A lei impugnada originou-se de projeto de autoria de vereador, o que se constitui clara ofensa à Constituição, pois somente ao Chefe do Poder Executivo assiste a iniciativa de leis que criem – como é o caso – obrigações e deveres para órgãos municipais (art. 47, inc. II da Constituição Estadual, de aplicação extensível aos municípios por força do art. 144 da mesma Carta).

Note-se que a lei em análise impõe à Administração o ônus de fornecer bulas com os medicamentos distribuídos em blisters (embalagens em formatos diversos, formadas, normalmente, pela junção de PVC e alumínio), o que, embora desejável, demanda mudanças em rotinas internas do serviço de saúde e aumento de despesa.

Invadiu-se claramente a seara da administração pública, da alçada exclusiva do Prefeito, violando-se a prerrogativa deste em analisar a conveniência e oportunidade das providências que a lei quis determinar. Bem por isso, a matéria somente poderia objeto de tramitação legislativa por proposta do próprio Chefe do Poder Executivo.

Ofendeu-se, igualmente, o princípio basilar da separação de poderes. Como já proclamou esse Sodalício:

“Ao Executivo haverá de caber sempre o exercício de atos que impliquem no gerir as atividades municipais. Terá, também, evidentemente, a iniciativa das leis que lhe propiciem a boa execução dos trabalhos que lhe são atribuídos.  Quando a Câmara Municipal, o órgão meramente legislativo, pretende intervir na forma pela qual se dará esse gerenciamento, está a usurpar funções que são de incumbência do Prefeito” (Adin n. 53.583-0, rel. Des. FONSECA TAVARES).

Nesse panorama, divisa-se como solução deste processo a declaração de inconstitucionalidade, pois “se a Câmara, desatendendo à privatividade do Executivo para esses projetos, votar e aprovar leis sobre tais matérias, caberá ao prefeito vetá-las, por inconstitucionais. Sancionadas e promulgadas que sejam, nem por isso se nos afigura que convalesçam do vício inicial, porque o Executivo não pode renunciar prerrogativas institucionais, inerentes às suas funções, como não pode delegá-las ou aquiescer que o Legislativo as exerça”[3].

3) Conclusão.

Diante do exposto, nosso parecer é no sentido da integral procedência desta ação direta, declarando-se a inconstitucionalidade da Lei Municipal nº 2.488/2008, do Município de Monte Alto.

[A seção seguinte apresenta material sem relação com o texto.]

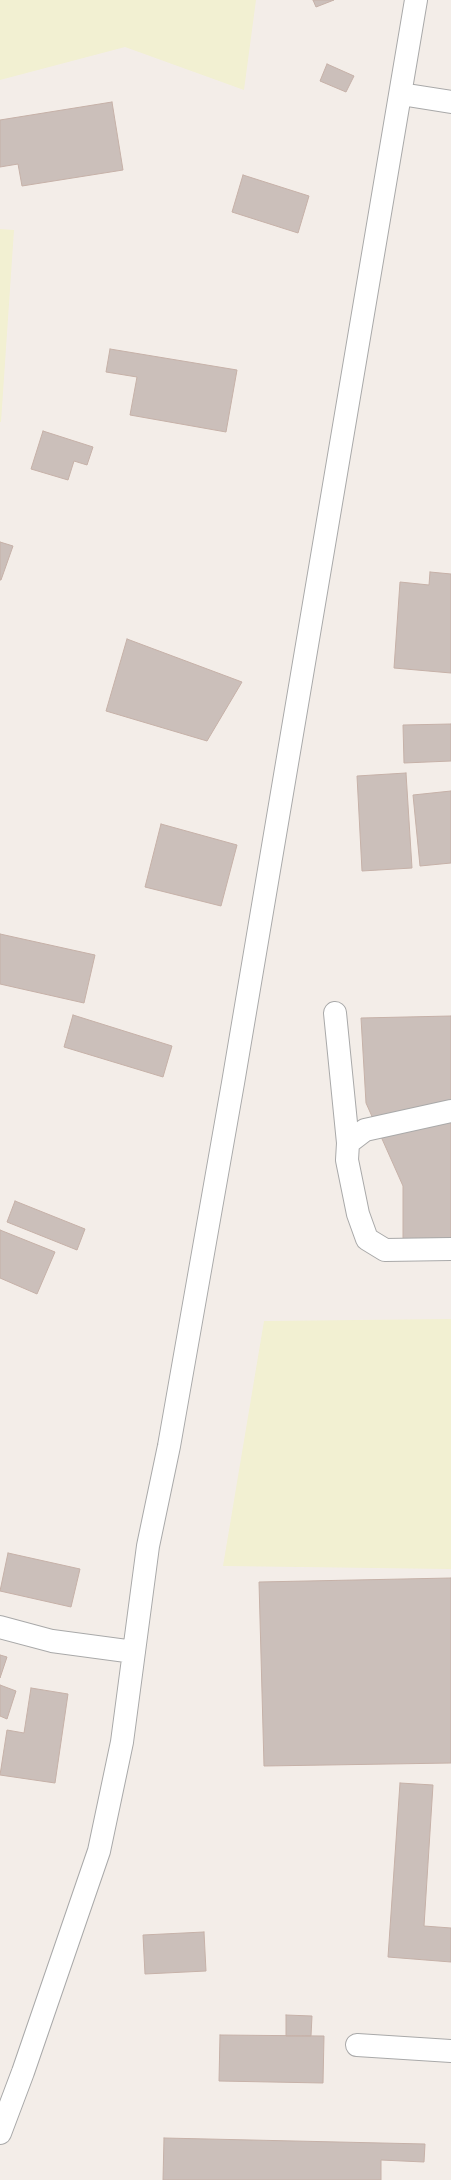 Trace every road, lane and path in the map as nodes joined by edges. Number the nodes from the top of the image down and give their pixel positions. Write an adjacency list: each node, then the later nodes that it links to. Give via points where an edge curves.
1 (416, 0): 2 (street)
2 (401, 94): 3 (street); 9 (street, via 314,592 234,1075 169,1446 148,1546)
3 (451, 102)
4 (335, 1013): 6 (street)
5 (451, 1111): 6 (street, via 365,1130)
6 (348, 1143): 7 (street, via 347,1160 358,1214 367,1239 385,1250)
7 (451, 1249)
8 (0, 1627): 9 (street, via 52,1641)
9 (134, 1652): 12 (street, via 122,1742 99,1851)
10 (358, 2045): 11 (street)
11 (451, 2051)
12 (0, 2133) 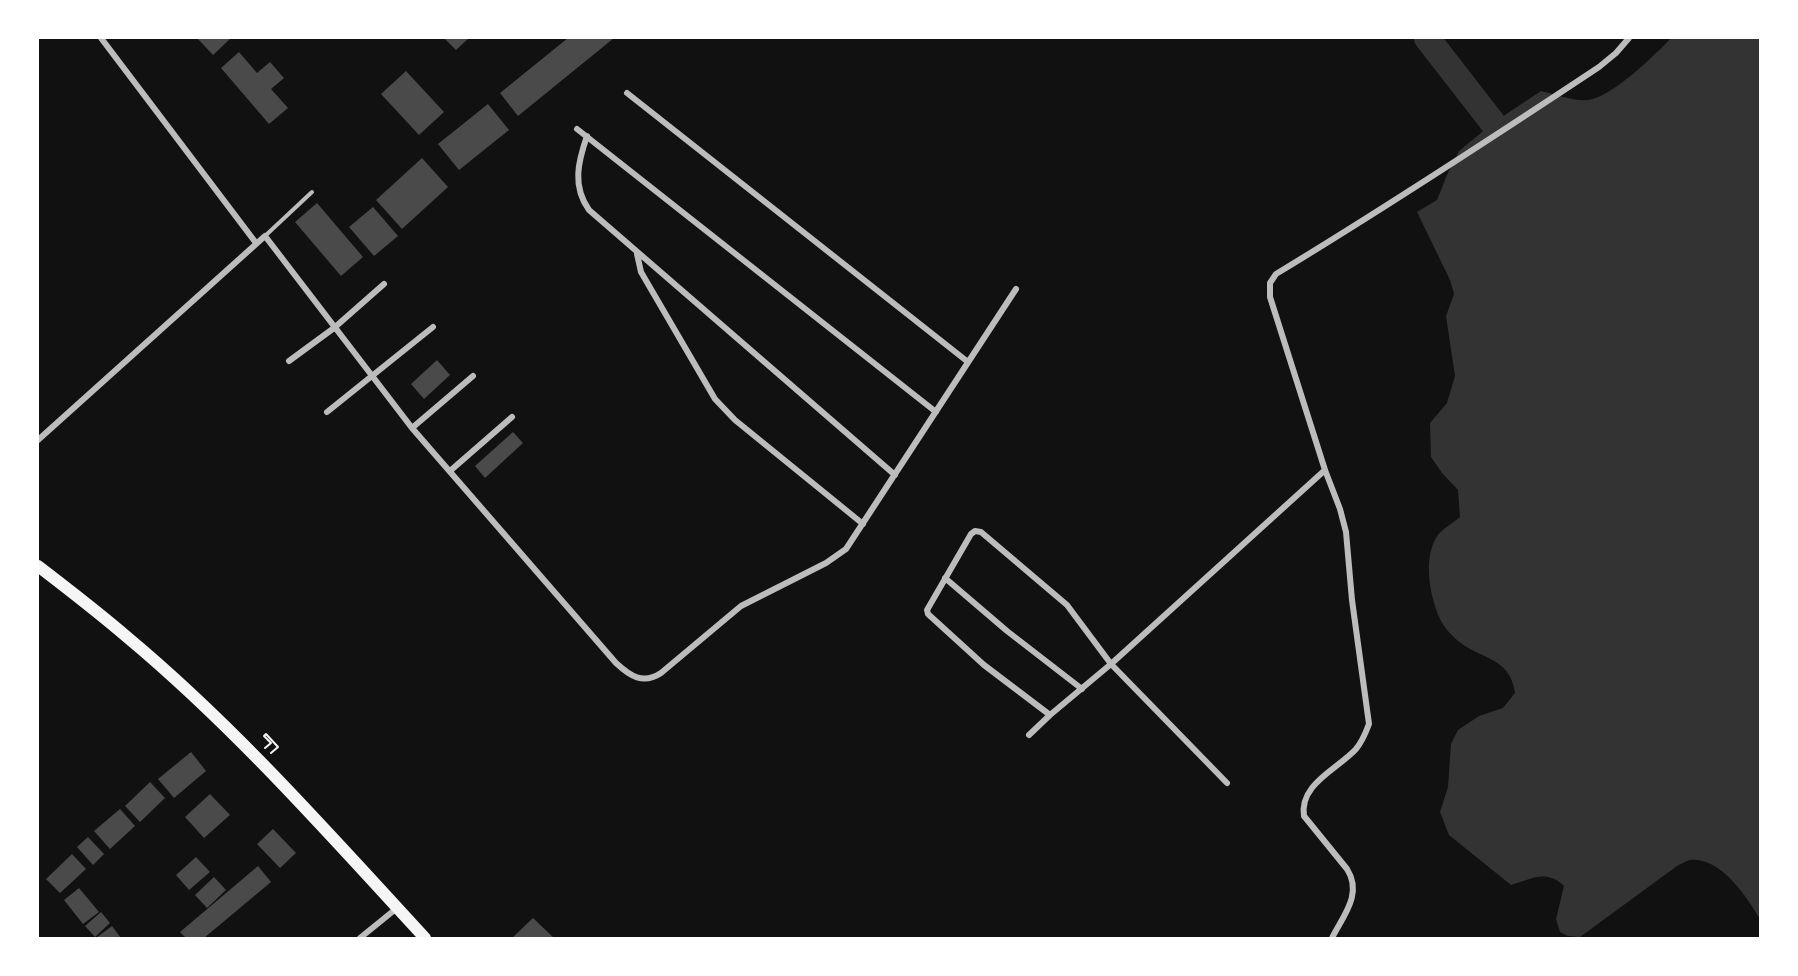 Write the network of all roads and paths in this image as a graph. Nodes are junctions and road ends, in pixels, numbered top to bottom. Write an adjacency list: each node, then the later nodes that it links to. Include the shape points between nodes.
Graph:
1 (101, 38): 8 (street)
2 (1629, 38): 23 (street, via 1599,67 1461,160 1276,274 1270,283 1270,297)
3 (627, 93): 15 (street)
4 (577, 129): 5 (street)
5 (586, 136): 9 (street, via 577,183 583,203); 19 (street)
6 (312, 192): 7 (lane)
7 (265, 236): 8 (street); 13 (street)
8 (256, 243): 22 (street)
9 (637, 254): 25 (street); 26 (street, via 641,272 715,399 735,420)
10 (384, 284): 13 (street)
11 (1016, 289): 15 (street)
12 (433, 327): 16 (street)
13 (334, 328): 14 (street); 16 (street)
14 (289, 361)
15 (968, 362): 19 (street)
16 (371, 376): 18 (street); 21 (street)
17 (473, 376): 21 (street)
18 (327, 412)
19 (936, 412): 25 (street)
20 (512, 417): 24 (street)
21 (412, 428): 24 (street)
22 (38, 440)
23 (1325, 470): 29 (street); 39 (street, via 1346,532 1369,724 1357,748 1313,787 1303,808 1304,816 1352,877 1353,898)
24 (450, 471): 26 (street, via 616,663 628,674 644,680 661,672 741,606 834,559)
25 (895, 475): 26 (street)
26 (863, 524)
27 (38, 566): 36 (main road, via 128,637 194,697)
28 (945, 578): 29 (street, via 971,534 981,532 1067,605); 30 (street); 31 (street, via 927,610 930,617 984,665)
29 (1111, 664): 30 (street); 35 (street)
30 (1082, 689): 31 (street)
31 (1050, 715): 32 (street)
32 (1029, 735)
33 (271, 743): 34 (path, via 265,734 278,747)
34 (271, 753)
35 (1227, 783)
36 (398, 908): 37 (street); 38 (main road)
37 (360, 939)
38 (425, 939)
39 (1332, 939) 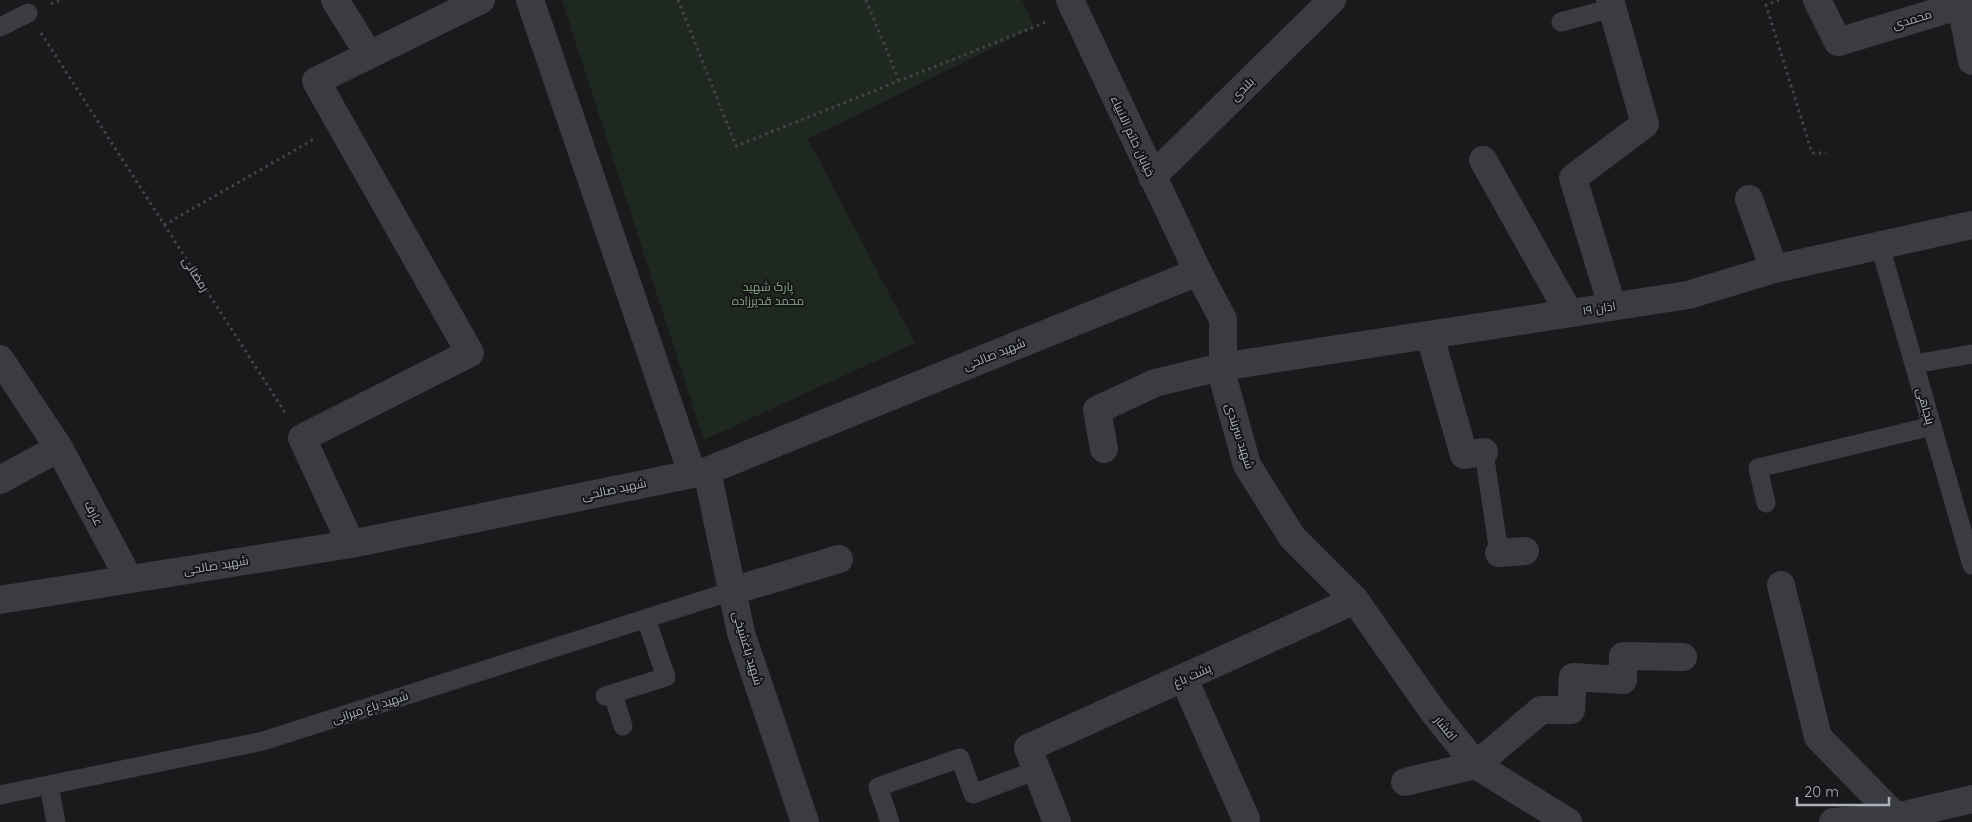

São Paulo, 27 de agosto de 2008.

 

 

Maurício Augusto Gomes

Procurador de Justiça

no exercício de função delegada

pelo Procurador-Geral de Justiça

/jesp



[1] Hely Lopes Meirelles. Direito Municipal Brasileiro, 16ª. ed., São Paulo: Malheiros, 2008,  p. 675.

[2] Alexandre de Moraes. Direito Constitucional, 23ª. ed., São Paulo: Atlas, 2008, p. 641.

[3] Hely Lopes Meirelles. Direito Municipal Brasileiro, 16ª. ed., São Paulo: Malheiros, 2008,  p. 748.